In [1]:
import data_cleaning
import json
import pandas as pd
from langdetect import detect
import re
from tqdm import tqdm
import mwparserfromhell as mw

In [2]:
wikipedia_parsed = "../../data/json_files/grawitas_output/wikipedia_parsed.json"
wikidata_parsed = "../../data/json_files/grawitas_output/wikidata_parsed.json"
meta_parsed = "../../data/json_files/grawitas_output/meta_parsed.json"
with open(wikipedia_parsed) as f:
        wikipedia_list_of_dicts = json.load(f)  
f.close()

with open(wikidata_parsed) as f:
        wikidata_list_of_dicts = json.load(f) 
f.close()       
with open(meta_parsed) as f:
        meta_list_of_dicts = json.load(f)  
f.close()

In [3]:
meta_list_of_dicts = [page for page in meta_list_of_dicts if page["page_text"] is not None]
meta_list_of_dicts = [page for page in meta_list_of_dicts if type(page["page_text"]) is list]

In [4]:
wikipedia_list_of_dicts = [page for page in wikipedia_list_of_dicts if page["page_text"] is not None]
wikipedia_list_of_dicts = [page for page in wikipedia_list_of_dicts if type(page["page_text"]) is list]

In [5]:
wikidata_list_of_dicts = [page for page in wikidata_list_of_dicts if page["page_text"] is not None]
wikidata_list_of_dicts = [page for page in wikidata_list_of_dicts if type(page["page_text"]) is list]

In [6]:
wiki_comments, wiki_rfc = data_cleaning.get_RFC_Comment_Table(wikipedia_list_of_dicts, wikidata_list_of_dicts, meta_list_of_dicts)

In [7]:
comment_df = pd.json_normalize(wiki_comments, "page_text", ["page_title","page_id"])

In [8]:
rfc_df = pd.json_normalize(wiki_rfc)

## Get Closing Date Info

In [9]:
with open("../../data/json_files/rfc_pages/meta.json") as f:
    meta = json.load(f)

In [10]:
for page in meta:
    text = page['page_text']
    wikicode = mw.parse(text)
    rfc_templates = wikicode.filter_templates(matches=lambda template: template.name.matches("rfc subpage"))
    #comment_value = rfc_templates[0].get("comment").value.strip()
    if "date" in rfc_templates[0]:
        date_value = rfc_templates[0].get("date").value.strip()
        rfc_df.loc[rfc_df['page_id'] == page['page_id'], 'closing_date'] = date_value


In [11]:
with open("../../data/json_files/rfc_pages/wikidata.json") as f:
    wikidata = json.load(f)

In [12]:
from datetime import datetime
for page in wikidata:
    text = wikidata[0]['page_text']
    wikicode = mw.parse(text)
    rfc_templates = wikicode.filter_templates(matches=lambda template: template.name.matches("discussion top"))
    #comment_value = rfc_templates[0].get("comment").value.strip()
    text = rfc_templates[0].params[0]
    date = re.search(r'\d{2}:\d{2}, \d{1,2} \w+ \d{4} \(UTC\)', str(text))
    # parse the input string into a datetime object
    input_datetime = datetime.strptime(date.group(), "%H:%M, %d %B %Y (%Z)")

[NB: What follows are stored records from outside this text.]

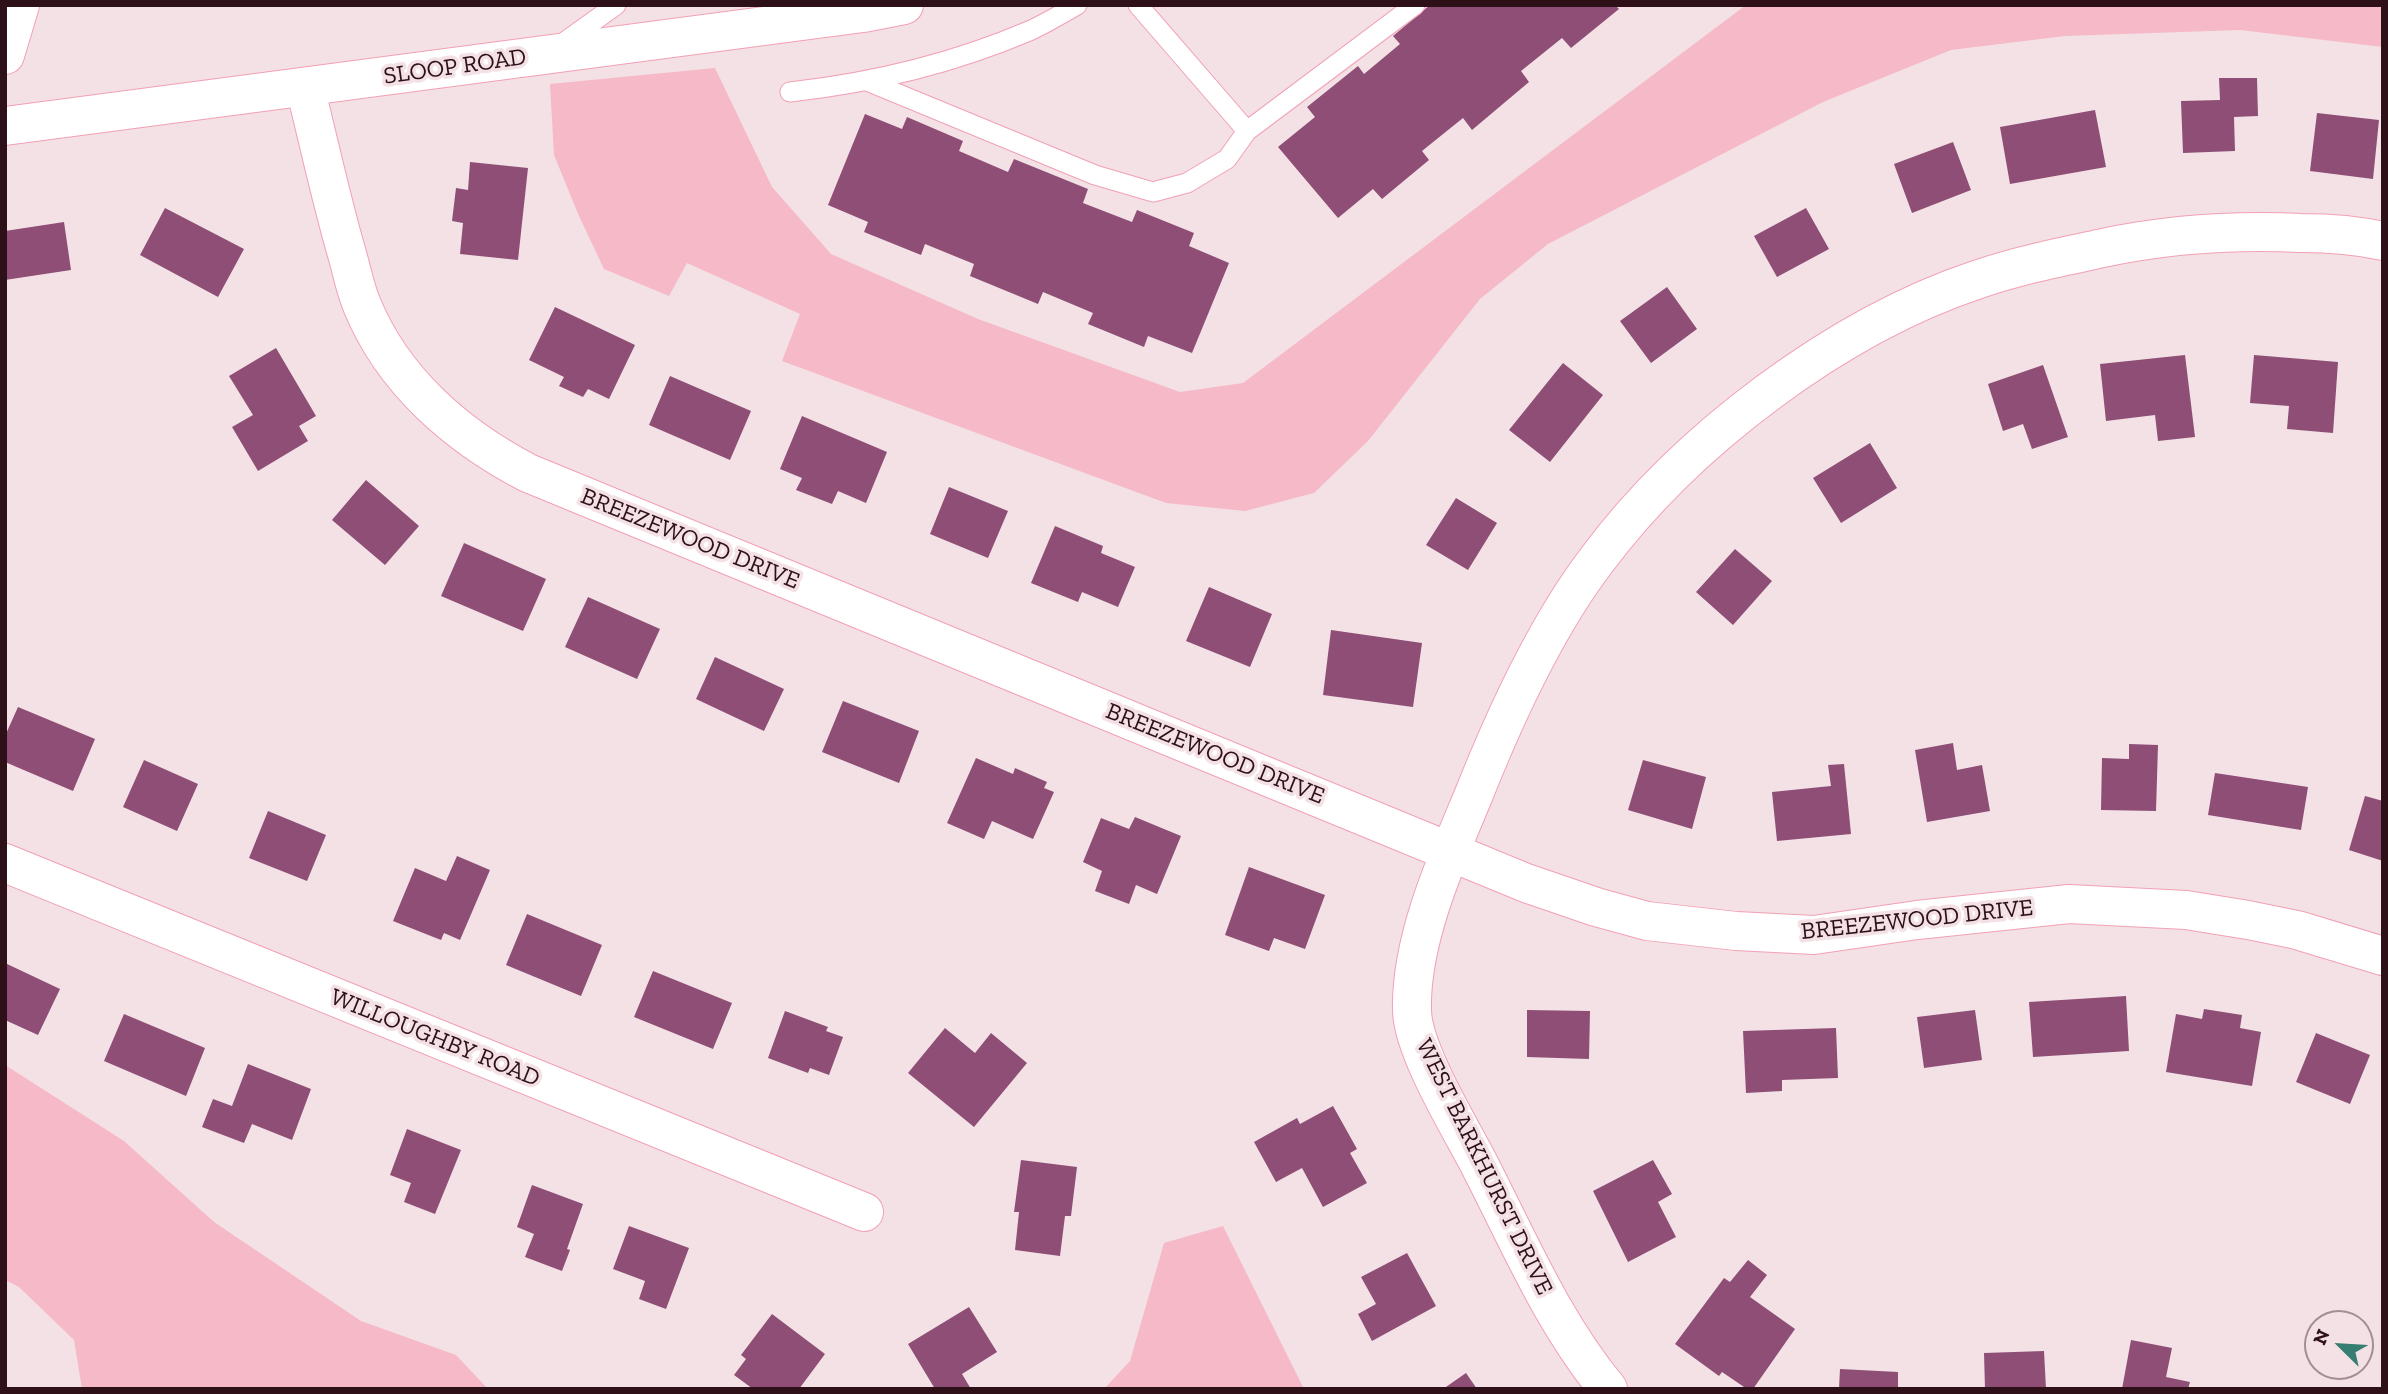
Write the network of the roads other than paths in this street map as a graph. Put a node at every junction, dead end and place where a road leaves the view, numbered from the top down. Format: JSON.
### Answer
{"nodes":[{"id":1,"x":20,"y":5,"type":"edge"},
{"id":2,"x":616,"y":5,"type":"edge"},
{"id":3,"x":904,"y":5,"type":"edge"},
{"id":4,"x":1077,"y":5,"type":"edge"},
{"id":5,"x":1138,"y":5,"type":"edge"},
{"id":6,"x":1415,"y":5,"type":"edge"},
{"id":7,"x":5,"y":55,"type":"edge"},
{"id":8,"x":547,"y":55,"type":"junction"},
{"id":9,"x":867,"y":80,"type":"junction"},
{"id":10,"x":305,"y":87,"type":"junction"},
{"id":11,"x":790,"y":92,"type":"dead end"},
{"id":12,"x":5,"y":126,"type":"edge"},
{"id":13,"x":1247,"y":131,"type":"junction"},
{"id":14,"x":2383,"y":241,"type":"edge"},
{"id":15,"x":1451,"y":851,"type":"junction"},
{"id":16,"x":5,"y":863,"type":"edge"},
{"id":17,"x":2383,"y":956,"type":"edge"},
{"id":18,"x":864,"y":1212,"type":"dead end"},
{"id":19,"x":1608,"y":1389,"type":"edge"}],
"edges":[{"from":1,"to":7,"type":"street"},
{"from":2,"to":8,"type":"lane"},
{"from":3,"to":8,"type":"street","name":"SLOOP ROAD"},
{"from":4,"to":9,"type":"lane"},
{"from":5,"to":13,"type":"lane"},
{"from":6,"to":13,"type":"lane"},
{"from":8,"to":10,"type":"street","name":"SLOOP ROAD"},
{"from":9,"to":11,"type":"lane"},
{"from":9,"to":13,"type":"lane"},
{"from":10,"to":12,"type":"street","name":"SLOOP ROAD"},
{"from":10,"to":15,"type":"street","name":"BREEZEWOOD DRIVE"},
{"from":14,"to":15,"type":"street","name":"WEST BARKHURST DRIVE"},
{"from":15,"to":17,"type":"street","name":"BREEZEWOOD DRIVE"},
{"from":15,"to":19,"type":"street","name":"WEST BARKHURST DRIVE"},
{"from":16,"to":18,"type":"street","name":"WILLOUGHBY ROAD"}]}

    # format the datetime object in the desired output format
    output_str = input_datetime.strftime("%Y-%m-%dT%H:%M:%SZ")
    if output_str:
        rfc_df.loc[rfc_df['page_id'] == page['page_id'], 'closing_date'] = output_str

In [13]:
with open("../../data/json_files/rfc_pages/wikipedia.json") as f:
    wikipedia = json.load(f)

In [14]:
from datetime import datetime
for page in wikipedia:
    text = page['page_text']
    wikicode = mw.parse(text)
    rfc_templates = wikicode.filter_templates(matches=lambda template: template.name.matches("closed rfc top"))
    #comment_value = rfc_templates[0].get("comment").value.strip()
    if not rfc_templates:
        continue
    if not rfc_templates[0].params:
        continue
    text = rfc_templates[0].params[0]
    date = re.search(r'\d{2}:\d{2}, \d{1,2} \w+ \d{4} \(UTC\)', str(text))
    # parse the input string into a datetime object
    if not date:
        continue
    input_datetime = datetime.strptime(date.group(), "%H:%M, %d %B %Y (%Z)")

    # format the datetime object in the desired output format
    output_str = input_datetime.strftime("%Y-%m-%dT%H:%M:%SZ")
    if output_str:
        rfc_df.loc[rfc_df['page_id'] == page['page_id'], 'closing_date'] = output_str
    

## Convert Templates to readable text

In [15]:
data_cleaning.templatesToReadableText(comment_df)

100%|██████████| 98839/98839 [49:28<00:00, 33.30it/s]   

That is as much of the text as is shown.